Exercise requirements | In the entries below, count the lines that contain the word "main" and give only that number.
**** Material supplied
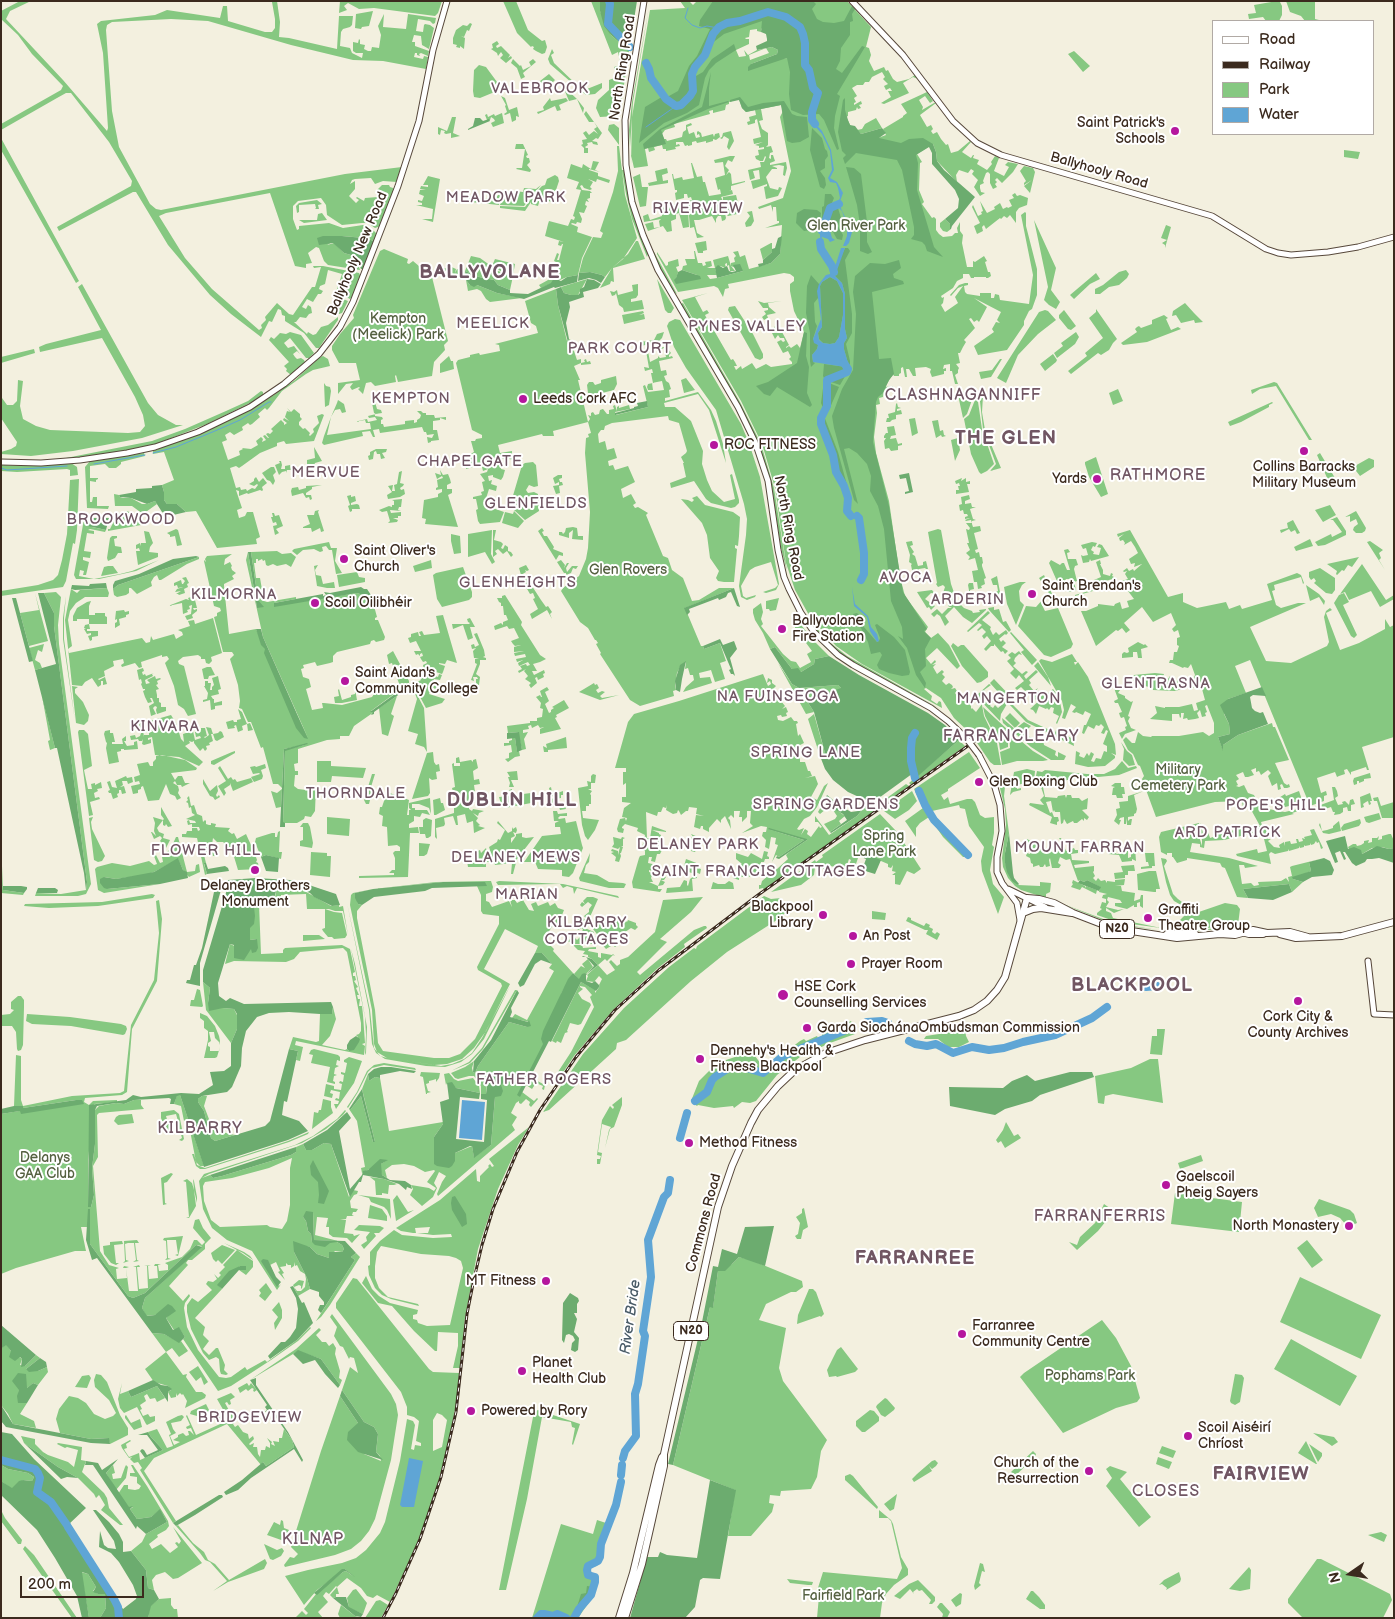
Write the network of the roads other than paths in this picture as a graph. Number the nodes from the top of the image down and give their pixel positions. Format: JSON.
{"nodes":[{"id":1,"x":447,"y":1,"type":"edge"},
{"id":2,"x":644,"y":1,"type":"edge"},
{"id":3,"x":852,"y":1,"type":"edge"},
{"id":4,"x":1394,"y":238,"type":"edge"},
{"id":5,"x":1,"y":462,"type":"edge"},
{"id":6,"x":1006,"y":888,"type":"junction"},
{"id":7,"x":1027,"y":898,"type":"junction"},
{"id":8,"x":1047,"y":908,"type":"junction"},
{"id":9,"x":1023,"y":913,"type":"junction"},
{"id":10,"x":1073,"y":913,"type":"junction"},
{"id":11,"x":1020,"y":922,"type":"junction"},
{"id":12,"x":1393,"y":923,"type":"edge"},
{"id":13,"x":1368,"y":961,"type":"dead end"},
{"id":14,"x":1394,"y":1015,"type":"edge"},
{"id":15,"x":664,"y":1454,"type":"junction"},
{"id":16,"x":619,"y":1618,"type":"edge"},
{"id":17,"x":625,"y":1618,"type":"edge"}],
"edges":[{"from":1,"to":5,"type":"main road","name":"Ballyhooly New Road"},
{"from":2,"to":6,"type":"main road","name":"North Ring Road","bridge":true},
{"from":3,"to":4,"type":"main road","name":"Ballyhooly Road"},
{"from":6,"to":7,"type":"main road"},
{"from":6,"to":11,"type":"main road","number":"N20"},
{"from":7,"to":8,"type":"main road"},
{"from":7,"to":9,"type":"highway","number":"N20"},
{"from":7,"to":10,"type":"highway","number":"N20"},
{"from":8,"to":9,"type":"highway","number":"N20"},
{"from":8,"to":10,"type":"highway","number":"N20"},
{"from":9,"to":11,"type":"highway","number":"N20"},
{"from":10,"to":12,"type":"highway","number":"N20"},
{"from":11,"to":15,"type":"highway","name":"Commons Road","number":"N20"},
{"from":13,"to":14,"type":"main road"},
{"from":15,"to":16,"type":"highway","name":"Commons Road","number":"N20"},
{"from":15,"to":17,"type":"highway","name":"Commons Road","number":"N20"}]}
********
Completed exercise | 7